• _INPUT FOR THIS TASK_:

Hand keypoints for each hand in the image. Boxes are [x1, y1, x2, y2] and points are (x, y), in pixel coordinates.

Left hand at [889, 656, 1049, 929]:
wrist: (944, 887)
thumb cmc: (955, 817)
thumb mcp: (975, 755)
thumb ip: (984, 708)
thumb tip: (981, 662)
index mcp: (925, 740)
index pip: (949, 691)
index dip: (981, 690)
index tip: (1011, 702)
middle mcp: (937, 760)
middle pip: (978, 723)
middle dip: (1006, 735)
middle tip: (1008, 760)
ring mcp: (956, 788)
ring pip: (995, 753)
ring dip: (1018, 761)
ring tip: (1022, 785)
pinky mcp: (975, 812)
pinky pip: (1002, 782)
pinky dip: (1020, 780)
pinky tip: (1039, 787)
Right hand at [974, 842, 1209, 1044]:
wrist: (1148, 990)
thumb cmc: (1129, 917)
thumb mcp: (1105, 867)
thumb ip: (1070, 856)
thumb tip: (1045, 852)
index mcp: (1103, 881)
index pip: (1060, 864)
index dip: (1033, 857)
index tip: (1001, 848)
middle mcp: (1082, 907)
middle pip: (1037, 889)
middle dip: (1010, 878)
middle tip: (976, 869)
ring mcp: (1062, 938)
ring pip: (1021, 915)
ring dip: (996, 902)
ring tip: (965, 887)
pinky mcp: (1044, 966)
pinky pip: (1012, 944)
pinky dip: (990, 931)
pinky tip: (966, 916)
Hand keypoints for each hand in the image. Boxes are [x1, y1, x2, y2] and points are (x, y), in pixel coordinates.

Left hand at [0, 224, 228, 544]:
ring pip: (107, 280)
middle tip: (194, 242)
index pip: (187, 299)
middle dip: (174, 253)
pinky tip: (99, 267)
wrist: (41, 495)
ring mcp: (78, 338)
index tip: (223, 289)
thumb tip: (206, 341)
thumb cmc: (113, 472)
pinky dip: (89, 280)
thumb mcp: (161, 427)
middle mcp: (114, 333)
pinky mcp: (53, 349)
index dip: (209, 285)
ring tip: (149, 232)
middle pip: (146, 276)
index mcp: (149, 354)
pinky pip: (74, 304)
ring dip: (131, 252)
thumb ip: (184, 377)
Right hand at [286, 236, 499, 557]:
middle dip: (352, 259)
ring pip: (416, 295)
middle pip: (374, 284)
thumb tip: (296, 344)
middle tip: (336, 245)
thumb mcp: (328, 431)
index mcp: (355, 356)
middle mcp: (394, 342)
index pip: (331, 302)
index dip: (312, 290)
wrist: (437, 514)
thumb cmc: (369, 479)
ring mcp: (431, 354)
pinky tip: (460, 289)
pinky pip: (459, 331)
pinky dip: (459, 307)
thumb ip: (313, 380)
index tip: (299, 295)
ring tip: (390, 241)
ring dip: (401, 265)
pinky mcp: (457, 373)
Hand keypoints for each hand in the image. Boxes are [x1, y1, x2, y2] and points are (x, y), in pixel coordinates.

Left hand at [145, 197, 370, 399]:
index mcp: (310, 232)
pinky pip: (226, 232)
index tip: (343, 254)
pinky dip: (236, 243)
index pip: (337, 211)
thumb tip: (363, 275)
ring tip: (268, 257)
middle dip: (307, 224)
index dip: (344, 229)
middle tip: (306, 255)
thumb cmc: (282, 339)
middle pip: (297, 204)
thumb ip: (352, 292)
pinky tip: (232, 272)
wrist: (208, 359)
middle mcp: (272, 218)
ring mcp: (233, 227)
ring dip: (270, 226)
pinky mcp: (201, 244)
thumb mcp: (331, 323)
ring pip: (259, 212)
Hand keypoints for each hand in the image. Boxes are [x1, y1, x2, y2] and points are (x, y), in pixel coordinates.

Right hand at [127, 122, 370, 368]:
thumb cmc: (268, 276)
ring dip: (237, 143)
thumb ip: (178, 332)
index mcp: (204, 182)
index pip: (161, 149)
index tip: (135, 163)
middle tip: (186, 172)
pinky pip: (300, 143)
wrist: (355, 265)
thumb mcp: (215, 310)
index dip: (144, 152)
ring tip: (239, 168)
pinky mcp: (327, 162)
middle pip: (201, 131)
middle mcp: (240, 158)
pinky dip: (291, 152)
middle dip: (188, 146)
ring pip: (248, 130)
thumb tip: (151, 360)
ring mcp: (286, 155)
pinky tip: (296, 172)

• _WHAT TO WORK ON_:
Every entry should be given again exactly as written.

• _ANSWER SPACE_:
Hand keypoints for each hand in the image. Boxes are [x1, y1, x2, y2] and points are (x, y), in pixel coordinates.

Left hand at [889, 656, 1049, 929]:
wrist: (944, 887)
thumb cmc: (955, 817)
thumb mcp: (975, 755)
thumb ip: (984, 708)
thumb tip: (981, 662)
index mcp: (925, 740)
index pip: (949, 691)
index dip: (981, 690)
index tip: (1011, 702)
middle mcp: (937, 760)
middle pip: (978, 723)
middle dip: (1006, 735)
middle tip: (1008, 760)
ring mcp: (956, 788)
ring pip: (995, 753)
ring dip: (1018, 761)
ring tip: (1022, 785)
pinky mcp: (975, 812)
pinky pip: (1002, 782)
pinky dip: (1020, 780)
pinky tip: (1039, 787)
Right hand at [974, 842, 1209, 1044]:
wrist: (1148, 990)
thumb cmc: (1129, 917)
thumb mcp: (1105, 867)
thumb ip: (1070, 856)
thumb tip: (1045, 852)
index mcp: (1103, 881)
index pip: (1060, 864)
index dip: (1033, 857)
index tip: (1001, 848)
middle mcp: (1082, 907)
middle pip: (1037, 889)
middle dip: (1010, 878)
middle tip: (976, 869)
ring mcp: (1062, 938)
ring pip: (1021, 915)
ring dip: (996, 902)
ring tip: (965, 887)
pinky mcp: (1044, 966)
pinky pip: (1012, 944)
pinky dip: (990, 931)
pinky tip: (966, 916)
Hand keypoints for each hand in the image. Boxes are [x1, y1, x2, y2] and points are (x, y), in pixel coordinates.

Left hand at [0, 224, 228, 544]:
ring pip: (107, 280)
middle tip: (194, 242)
index pip: (187, 299)
middle dip: (174, 253)
pinky tip: (99, 267)
wrist: (41, 495)
ring mcp: (78, 338)
index tip: (223, 289)
thumb tip: (206, 341)
thumb cmc: (113, 472)
pinky dip: (89, 280)
thumb mcp: (161, 427)
middle mcp: (114, 333)
pinky mcp: (53, 349)
index dip: (209, 285)
ring tip: (149, 232)
middle pip: (146, 276)
index mcp: (149, 354)
pinky pip: (74, 304)
ring dip: (131, 252)
thumb ip: (184, 377)
Right hand at [286, 236, 499, 557]:
middle dip: (352, 259)
ring pip: (416, 295)
middle pip: (374, 284)
thumb tip: (296, 344)
middle tip: (336, 245)
thumb mcp: (328, 431)
index mcp: (355, 356)
middle mcp: (394, 342)
index pip: (331, 302)
index dip: (312, 290)
wrist: (437, 514)
thumb cmc: (369, 479)
ring mcp: (431, 354)
pinky tip: (460, 289)
pinky pip: (459, 331)
pinky dip: (459, 307)
thumb ip: (313, 380)
index tip: (299, 295)
ring tip: (390, 241)
ring dip: (401, 265)
pinky mcp: (457, 373)
Hand keypoints for each hand in the image. Boxes are [x1, y1, x2, y2] and points are (x, y), in pixel coordinates.

Left hand at [145, 197, 370, 399]:
index mcp: (310, 232)
pinky pip: (226, 232)
index tip: (343, 254)
pinky dip: (236, 243)
index pip: (337, 211)
thumb tip: (363, 275)
ring tip: (268, 257)
middle dip: (307, 224)
index dip: (344, 229)
middle tip: (306, 255)
thumb cmc: (282, 339)
middle pip: (297, 204)
thumb ip: (352, 292)
pinky tip: (232, 272)
wrist: (208, 359)
middle mcp: (272, 218)
ring mcp: (233, 227)
ring dip: (270, 226)
pinky mcp: (201, 244)
thumb mcp: (331, 323)
ring pip: (259, 212)
Hand keypoints for each hand in the image. Boxes are [x1, y1, x2, y2] and points are (x, y), in pixel coordinates.

Right hand at [127, 122, 370, 368]:
thumb cmc: (268, 276)
ring dip: (237, 143)
thumb ip: (178, 332)
index mcp: (204, 182)
index pip: (161, 149)
index tip: (135, 163)
middle tip: (186, 172)
pinky pip: (300, 143)
wrist: (355, 265)
thumb mcp: (215, 310)
index dip: (144, 152)
ring tip: (239, 168)
pinky mcp: (327, 162)
middle pip: (201, 131)
middle mcp: (240, 158)
pinky dip: (291, 152)
middle dip: (188, 146)
ring pip: (248, 130)
thumb tip: (151, 360)
ring mcp: (286, 155)
pinky tip: (296, 172)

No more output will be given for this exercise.